Each entry must be given again exactly as it appears, with images excluded.

**Dataset entries**:
- - - - - - -

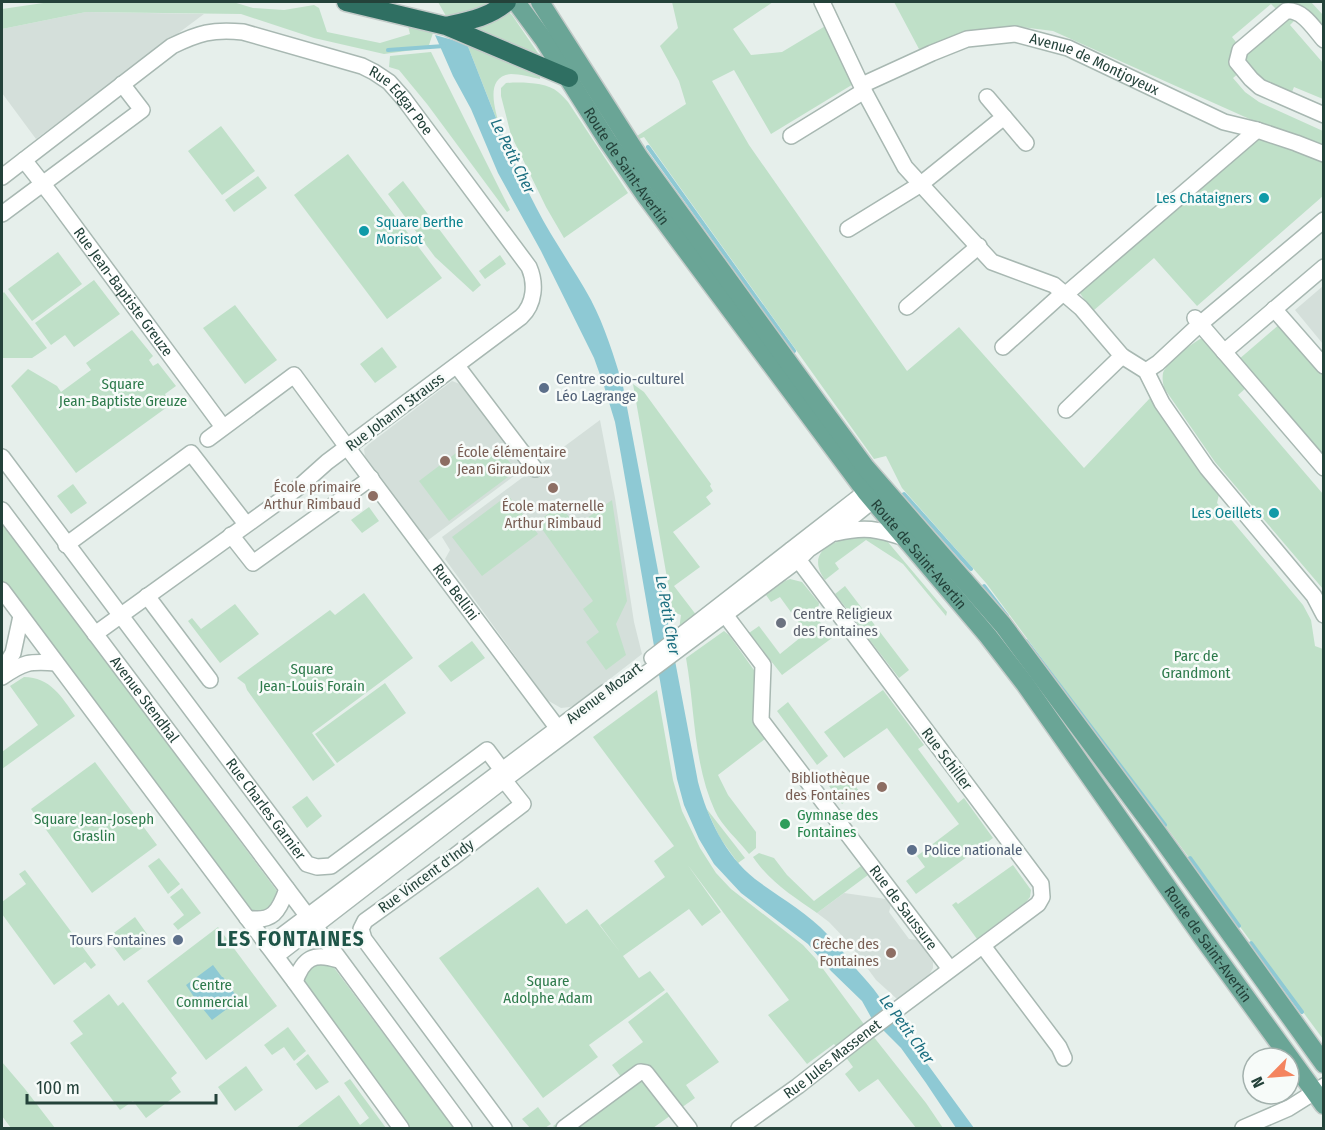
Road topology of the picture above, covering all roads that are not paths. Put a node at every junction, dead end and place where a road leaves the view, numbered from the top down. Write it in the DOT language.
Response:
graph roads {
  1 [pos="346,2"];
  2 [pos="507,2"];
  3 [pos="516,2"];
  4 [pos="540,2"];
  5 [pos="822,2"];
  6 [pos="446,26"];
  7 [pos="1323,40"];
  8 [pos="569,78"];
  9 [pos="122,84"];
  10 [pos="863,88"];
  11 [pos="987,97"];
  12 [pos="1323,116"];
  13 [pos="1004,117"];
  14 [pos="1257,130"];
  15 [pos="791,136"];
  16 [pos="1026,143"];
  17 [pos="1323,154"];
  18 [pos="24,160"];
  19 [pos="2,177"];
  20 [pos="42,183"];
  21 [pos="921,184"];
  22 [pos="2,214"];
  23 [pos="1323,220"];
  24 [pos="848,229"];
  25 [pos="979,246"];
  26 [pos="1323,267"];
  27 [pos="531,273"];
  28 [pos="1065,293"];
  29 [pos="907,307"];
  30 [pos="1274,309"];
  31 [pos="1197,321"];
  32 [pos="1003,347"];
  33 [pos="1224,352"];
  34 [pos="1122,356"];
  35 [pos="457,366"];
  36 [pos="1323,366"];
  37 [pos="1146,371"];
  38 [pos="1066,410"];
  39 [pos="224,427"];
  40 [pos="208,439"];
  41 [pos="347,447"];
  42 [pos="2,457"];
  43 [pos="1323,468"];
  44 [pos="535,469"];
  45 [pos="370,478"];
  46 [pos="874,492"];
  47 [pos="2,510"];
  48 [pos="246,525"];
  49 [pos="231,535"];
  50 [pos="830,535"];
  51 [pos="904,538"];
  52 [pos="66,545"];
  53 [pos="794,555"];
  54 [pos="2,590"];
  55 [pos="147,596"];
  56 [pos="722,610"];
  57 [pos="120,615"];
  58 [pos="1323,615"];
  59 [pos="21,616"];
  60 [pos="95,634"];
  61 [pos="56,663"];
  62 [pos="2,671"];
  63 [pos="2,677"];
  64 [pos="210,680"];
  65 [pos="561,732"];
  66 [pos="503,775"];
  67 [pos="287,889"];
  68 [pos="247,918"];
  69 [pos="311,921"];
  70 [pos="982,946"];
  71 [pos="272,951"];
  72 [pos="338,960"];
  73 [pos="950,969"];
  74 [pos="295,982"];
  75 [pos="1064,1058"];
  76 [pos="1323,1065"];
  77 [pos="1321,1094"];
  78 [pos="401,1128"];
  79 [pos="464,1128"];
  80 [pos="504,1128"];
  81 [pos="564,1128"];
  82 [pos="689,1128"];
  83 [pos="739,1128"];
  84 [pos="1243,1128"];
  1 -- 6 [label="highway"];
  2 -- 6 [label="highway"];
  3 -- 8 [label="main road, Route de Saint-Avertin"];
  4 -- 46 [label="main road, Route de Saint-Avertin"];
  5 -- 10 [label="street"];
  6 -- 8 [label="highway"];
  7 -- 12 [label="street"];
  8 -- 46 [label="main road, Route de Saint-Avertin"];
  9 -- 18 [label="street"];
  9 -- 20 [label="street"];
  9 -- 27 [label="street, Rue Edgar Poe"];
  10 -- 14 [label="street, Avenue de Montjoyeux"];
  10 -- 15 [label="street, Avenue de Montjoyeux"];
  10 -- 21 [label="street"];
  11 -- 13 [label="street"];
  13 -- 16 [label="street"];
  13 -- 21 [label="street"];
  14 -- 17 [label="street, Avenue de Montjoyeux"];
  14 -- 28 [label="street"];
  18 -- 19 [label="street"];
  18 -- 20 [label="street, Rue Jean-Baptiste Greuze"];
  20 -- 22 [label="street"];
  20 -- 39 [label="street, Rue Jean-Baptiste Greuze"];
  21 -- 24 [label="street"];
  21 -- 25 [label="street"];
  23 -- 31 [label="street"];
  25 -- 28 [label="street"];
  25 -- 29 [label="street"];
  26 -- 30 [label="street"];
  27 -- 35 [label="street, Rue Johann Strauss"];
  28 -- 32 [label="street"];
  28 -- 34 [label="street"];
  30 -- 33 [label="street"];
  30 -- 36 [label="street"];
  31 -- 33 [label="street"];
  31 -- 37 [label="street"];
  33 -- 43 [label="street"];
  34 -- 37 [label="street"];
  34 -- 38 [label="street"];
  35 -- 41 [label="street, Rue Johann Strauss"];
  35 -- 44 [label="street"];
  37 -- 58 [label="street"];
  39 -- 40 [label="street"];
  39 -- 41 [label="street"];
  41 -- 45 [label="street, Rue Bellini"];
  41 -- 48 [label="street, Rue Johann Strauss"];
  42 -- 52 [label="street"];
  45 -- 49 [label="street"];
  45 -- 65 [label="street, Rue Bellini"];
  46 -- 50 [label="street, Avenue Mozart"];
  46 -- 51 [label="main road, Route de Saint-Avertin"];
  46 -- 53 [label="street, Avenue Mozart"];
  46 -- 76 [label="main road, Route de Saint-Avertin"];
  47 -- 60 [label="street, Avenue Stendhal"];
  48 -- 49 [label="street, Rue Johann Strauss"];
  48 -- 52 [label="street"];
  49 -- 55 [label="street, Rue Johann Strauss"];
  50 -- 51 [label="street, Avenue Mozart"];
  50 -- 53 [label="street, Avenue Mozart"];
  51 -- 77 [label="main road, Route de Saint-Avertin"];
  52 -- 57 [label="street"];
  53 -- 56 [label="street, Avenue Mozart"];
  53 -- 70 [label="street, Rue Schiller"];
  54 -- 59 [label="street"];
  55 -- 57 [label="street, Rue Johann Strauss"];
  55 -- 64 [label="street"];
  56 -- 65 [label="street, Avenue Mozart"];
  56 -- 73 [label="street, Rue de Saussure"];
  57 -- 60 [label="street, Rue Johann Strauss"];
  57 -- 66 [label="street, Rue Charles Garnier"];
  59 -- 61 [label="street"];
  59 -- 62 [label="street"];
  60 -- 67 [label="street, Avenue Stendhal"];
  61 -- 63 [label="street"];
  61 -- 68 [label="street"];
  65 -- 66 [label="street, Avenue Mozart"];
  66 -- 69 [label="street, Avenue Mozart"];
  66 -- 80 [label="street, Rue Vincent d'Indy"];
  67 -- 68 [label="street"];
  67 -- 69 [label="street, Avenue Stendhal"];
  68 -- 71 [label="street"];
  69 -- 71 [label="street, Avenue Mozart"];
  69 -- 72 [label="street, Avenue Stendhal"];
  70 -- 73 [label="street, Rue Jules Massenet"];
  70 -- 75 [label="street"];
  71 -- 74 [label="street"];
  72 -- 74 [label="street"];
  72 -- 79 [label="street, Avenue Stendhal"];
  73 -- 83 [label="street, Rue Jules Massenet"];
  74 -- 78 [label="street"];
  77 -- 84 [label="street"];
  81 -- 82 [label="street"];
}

- - - - - - -

**Solved problem**:
Road topology of the picture above, covering all roads that are not paths. Put a node at every junction, dead end and place where a road leaves the view, numbered from the top down. Write it in the DOT language.
Response:
graph roads {
  1 [pos="346,2"];
  2 [pos="507,2"];
  3 [pos="516,2"];
  4 [pos="540,2"];
  5 [pos="822,2"];
  6 [pos="446,26"];
  7 [pos="1323,40"];
  8 [pos="569,78"];
  9 [pos="122,84"];
  10 [pos="863,88"];
  11 [pos="987,97"];
  12 [pos="1323,116"];
  13 [pos="1004,117"];
  14 [pos="1257,130"];
  15 [pos="791,136"];
  16 [pos="1026,143"];
  17 [pos="1323,154"];
  18 [pos="24,160"];
  19 [pos="2,177"];
  20 [pos="42,183"];
  21 [pos="921,184"];
  22 [pos="2,214"];
  23 [pos="1323,220"];
  24 [pos="848,229"];
  25 [pos="979,246"];
  26 [pos="1323,267"];
  27 [pos="531,273"];
  28 [pos="1065,293"];
  29 [pos="907,307"];
  30 [pos="1274,309"];
  31 [pos="1197,321"];
  32 [pos="1003,347"];
  33 [pos="1224,352"];
  34 [pos="1122,356"];
  35 [pos="457,366"];
  36 [pos="1323,366"];
  37 [pos="1146,371"];
  38 [pos="1066,410"];
  39 [pos="224,427"];
  40 [pos="208,439"];
  41 [pos="347,447"];
  42 [pos="2,457"];
  43 [pos="1323,468"];
  44 [pos="535,469"];
  45 [pos="370,478"];
  46 [pos="874,492"];
  47 [pos="2,510"];
  48 [pos="246,525"];
  49 [pos="231,535"];
  50 [pos="830,535"];
  51 [pos="904,538"];
  52 [pos="66,545"];
  53 [pos="794,555"];
  54 [pos="2,590"];
  55 [pos="147,596"];
  56 [pos="722,610"];
  57 [pos="120,615"];
  58 [pos="1323,615"];
  59 [pos="21,616"];
  60 [pos="95,634"];
  61 [pos="56,663"];
  62 [pos="2,671"];
  63 [pos="2,677"];
  64 [pos="210,680"];
  65 [pos="561,732"];
  66 [pos="503,775"];
  67 [pos="287,889"];
  68 [pos="247,918"];
  69 [pos="311,921"];
  70 [pos="982,946"];
  71 [pos="272,951"];
  72 [pos="338,960"];
  73 [pos="950,969"];
  74 [pos="295,982"];
  75 [pos="1064,1058"];
  76 [pos="1323,1065"];
  77 [pos="1321,1094"];
  78 [pos="401,1128"];
  79 [pos="464,1128"];
  80 [pos="504,1128"];
  81 [pos="564,1128"];
  82 [pos="689,1128"];
  83 [pos="739,1128"];
  84 [pos="1243,1128"];
  1 -- 6 [label="highway"];
  2 -- 6 [label="highway"];
  3 -- 8 [label="main road, Route de Saint-Avertin"];
  4 -- 46 [label="main road, Route de Saint-Avertin"];
  5 -- 10 [label="street"];
  6 -- 8 [label="highway"];
  7 -- 12 [label="street"];
  8 -- 46 [label="main road, Route de Saint-Avertin"];
  9 -- 18 [label="street"];
  9 -- 20 [label="street"];
  9 -- 27 [label="street, Rue Edgar Poe"];
  10 -- 14 [label="street, Avenue de Montjoyeux"];
  10 -- 15 [label="street, Avenue de Montjoyeux"];
  10 -- 21 [label="street"];
  11 -- 13 [label="street"];
  13 -- 16 [label="street"];
  13 -- 21 [label="street"];
  14 -- 17 [label="street, Avenue de Montjoyeux"];
  14 -- 28 [label="street"];
  18 -- 19 [label="street"];
  18 -- 20 [label="street, Rue Jean-Baptiste Greuze"];
  20 -- 22 [label="street"];
  20 -- 39 [label="street, Rue Jean-Baptiste Greuze"];
  21 -- 24 [label="street"];
  21 -- 25 [label="street"];
  23 -- 31 [label="street"];
  25 -- 28 [label="street"];
  25 -- 29 [label="street"];
  26 -- 30 [label="street"];
  27 -- 35 [label="street, Rue Johann Strauss"];
  28 -- 32 [label="street"];
  28 -- 34 [label="street"];
  30 -- 33 [label="street"];
  30 -- 36 [label="street"];
  31 -- 33 [label="street"];
  31 -- 37 [label="street"];
  33 -- 43 [label="street"];
  34 -- 37 [label="street"];
  34 -- 38 [label="street"];
  35 -- 41 [label="street, Rue Johann Strauss"];
  35 -- 44 [label="street"];
  37 -- 58 [label="street"];
  39 -- 40 [label="street"];
  39 -- 41 [label="street"];
  41 -- 45 [label="street, Rue Bellini"];
  41 -- 48 [label="street, Rue Johann Strauss"];
  42 -- 52 [label="street"];
  45 -- 49 [label="street"];
  45 -- 65 [label="street, Rue Bellini"];
  46 -- 50 [label="street, Avenue Mozart"];
  46 -- 51 [label="main road, Route de Saint-Avertin"];
  46 -- 53 [label="street, Avenue Mozart"];
  46 -- 76 [label="main road, Route de Saint-Avertin"];
  47 -- 60 [label="street, Avenue Stendhal"];
  48 -- 49 [label="street, Rue Johann Strauss"];
  48 -- 52 [label="street"];
  49 -- 55 [label="street, Rue Johann Strauss"];
  50 -- 51 [label="street, Avenue Mozart"];
  50 -- 53 [label="street, Avenue Mozart"];
  51 -- 77 [label="main road, Route de Saint-Avertin"];
  52 -- 57 [label="street"];
  53 -- 56 [label="street, Avenue Mozart"];
  53 -- 70 [label="street, Rue Schiller"];
  54 -- 59 [label="street"];
  55 -- 57 [label="street, Rue Johann Strauss"];
  55 -- 64 [label="street"];
  56 -- 65 [label="street, Avenue Mozart"];
  56 -- 73 [label="street, Rue de Saussure"];
  57 -- 60 [label="street, Rue Johann Strauss"];
  57 -- 66 [label="street, Rue Charles Garnier"];
  59 -- 61 [label="street"];
  59 -- 62 [label="street"];
  60 -- 67 [label="street, Avenue Stendhal"];
  61 -- 63 [label="street"];
  61 -- 68 [label="street"];
  65 -- 66 [label="street, Avenue Mozart"];
  66 -- 69 [label="street, Avenue Mozart"];
  66 -- 80 [label="street, Rue Vincent d'Indy"];
  67 -- 68 [label="street"];
  67 -- 69 [label="street, Avenue Stendhal"];
  68 -- 71 [label="street"];
  69 -- 71 [label="street, Avenue Mozart"];
  69 -- 72 [label="street, Avenue Stendhal"];
  70 -- 73 [label="street, Rue Jules Massenet"];
  70 -- 75 [label="street"];
  71 -- 74 [label="street"];
  72 -- 74 [label="street"];
  72 -- 79 [label="street, Avenue Stendhal"];
  73 -- 83 [label="street, Rue Jules Massenet"];
  74 -- 78 [label="street"];
  77 -- 84 [label="street"];
  81 -- 82 [label="street"];
}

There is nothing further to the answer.